You went to talking to me
I was trying to handle a little business
I wasn’t really listening but I heard you speaking
You seemed to be excited about something
I really wanted to be in the moment with you
But my interests were split
We were almost at home
I hadn’t looked at you once during our trip
The phone and computer had me transfixed
I did notice you were happy
So I could take this time to do my marketing
To write. To call. To post. To edit.
To do everything except tend to you.
Once we got settled in, I went right back to work.
Then awhile later I heard you talking
What were you talking about?
Who were you talking to?
Now I was listening.
Now I could hear you well.
You laughed and told someone about your day
I didn’t know you had closed a client.
I didn’t know it had taken you months to do so.
I had no idea what it all meant to you.
How had I missed all of this new info you’re telling someone else right now?
I walked into the dining room
You were parked at the table laughing and chatting.
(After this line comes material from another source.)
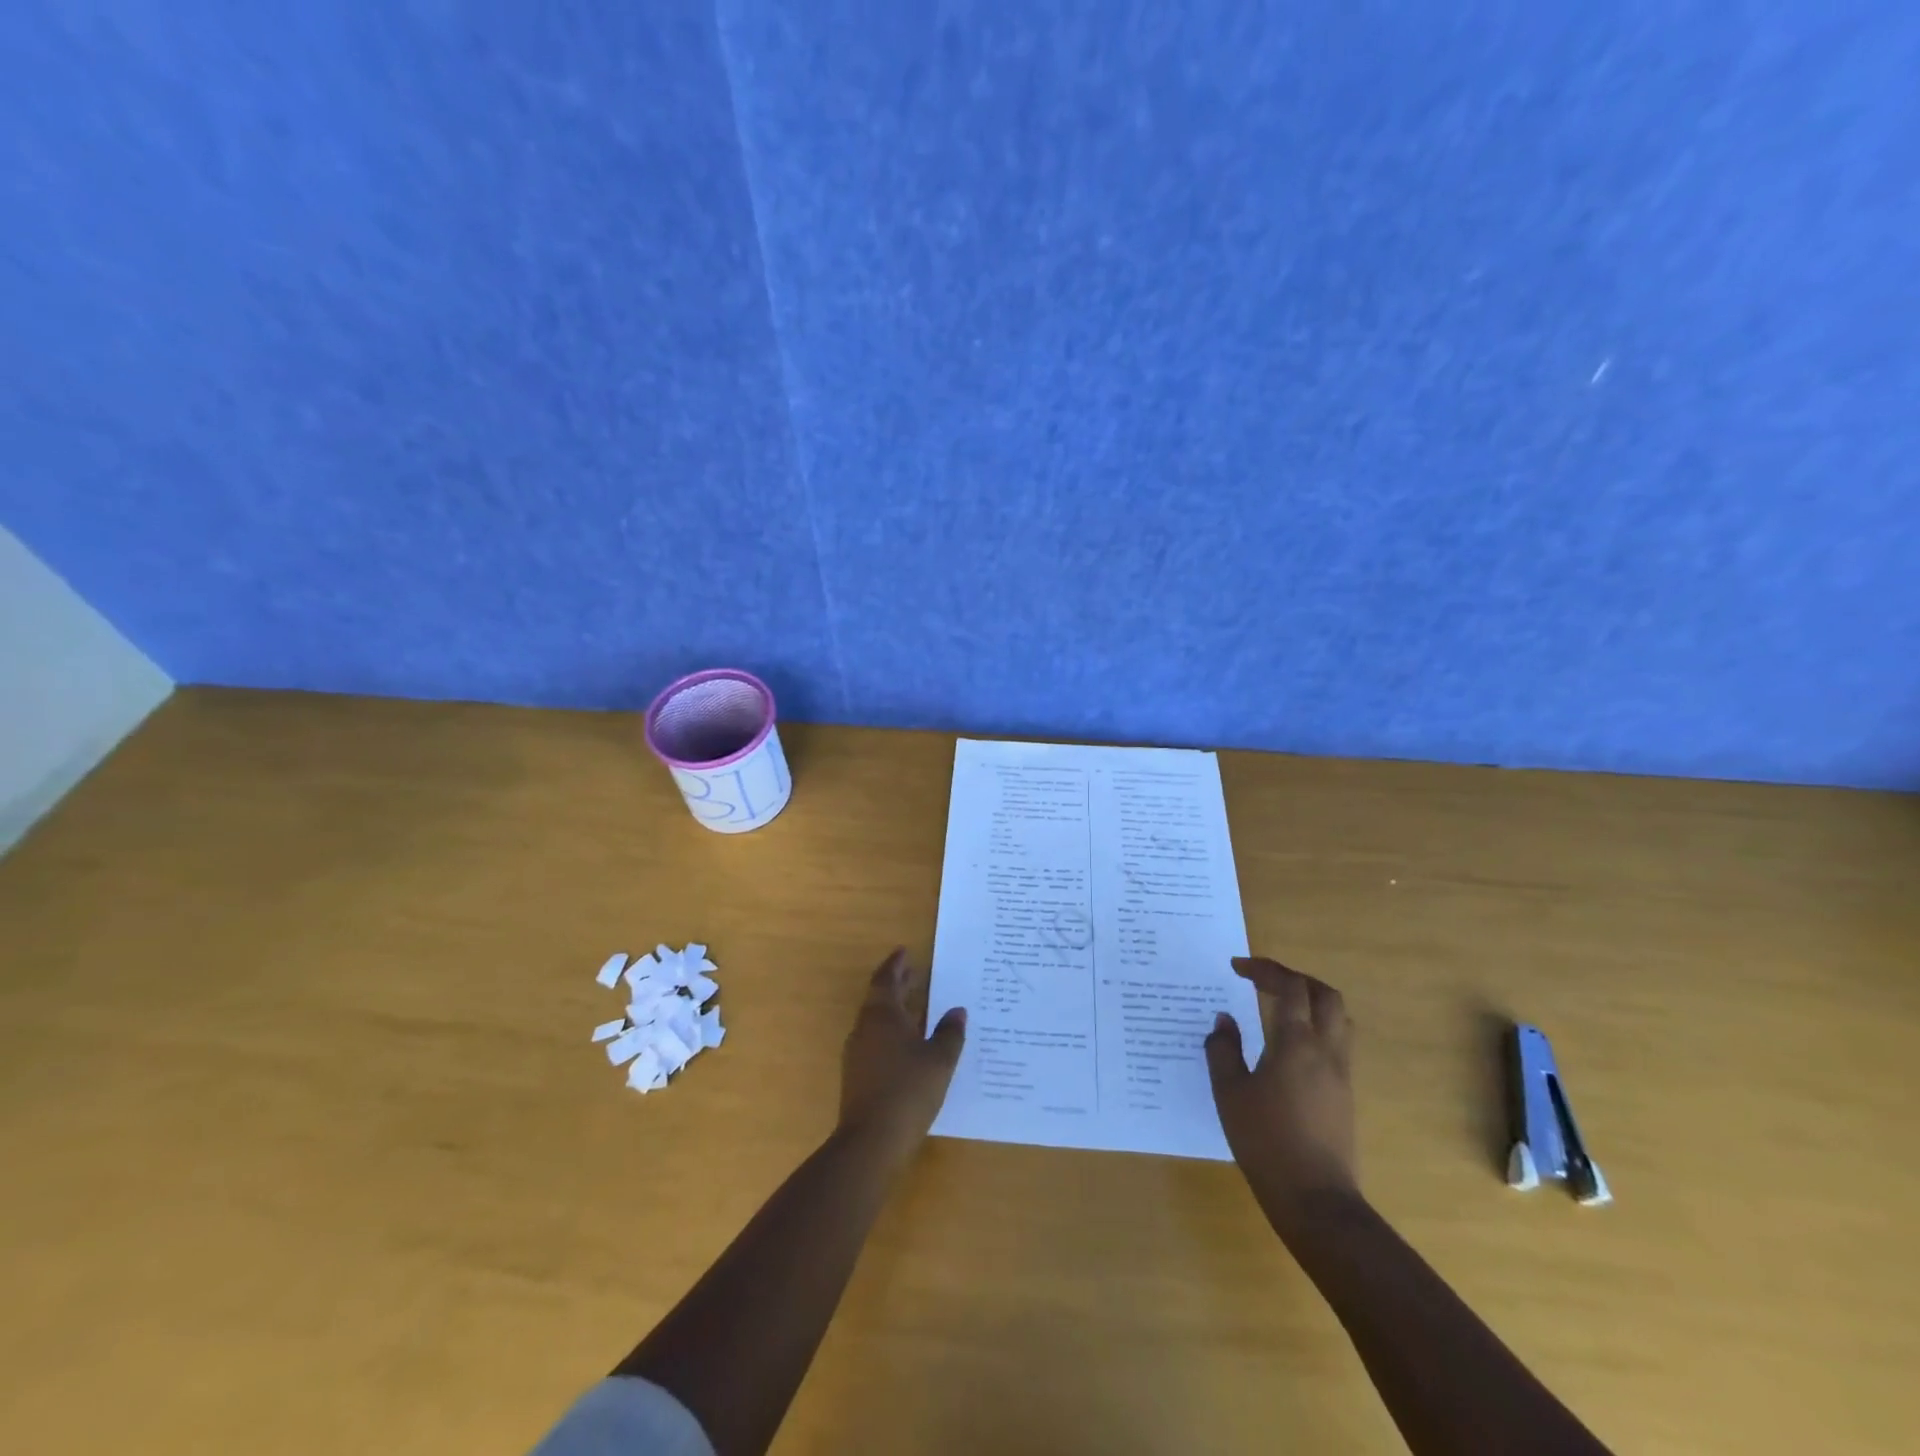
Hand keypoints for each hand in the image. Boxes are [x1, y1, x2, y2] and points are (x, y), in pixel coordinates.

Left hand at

I was excited for you. I wanted to celebrate.
Finally you hung up. I still don’t know why I asked.
“Who was that, baby? And why am I just hearing all of this?”
You looked confused. Then hurt. Then accepting.
“That was Tina. I told you all this in the car after…”
You were still talking but I was stuck on Tina.
She was celebrating your good news a lot lately.
She was around all the time, always smiling. Always looking fresh and ready, always tuned in to your needs, always calling at the wrong time. Now she was celebrating with you again. And where was I?
That night, I simply asked the question because I had to.
“How do you feel about Tina?”
You laid there quiet so long that I became unsure of if I had spoken to you. But I had asked.
You had heard me.
“Tina is just a good friend. She is always there for me. She’s helping me build my dream and I trust her. You know, I love her, I guess. Not like you, baby. But you know…”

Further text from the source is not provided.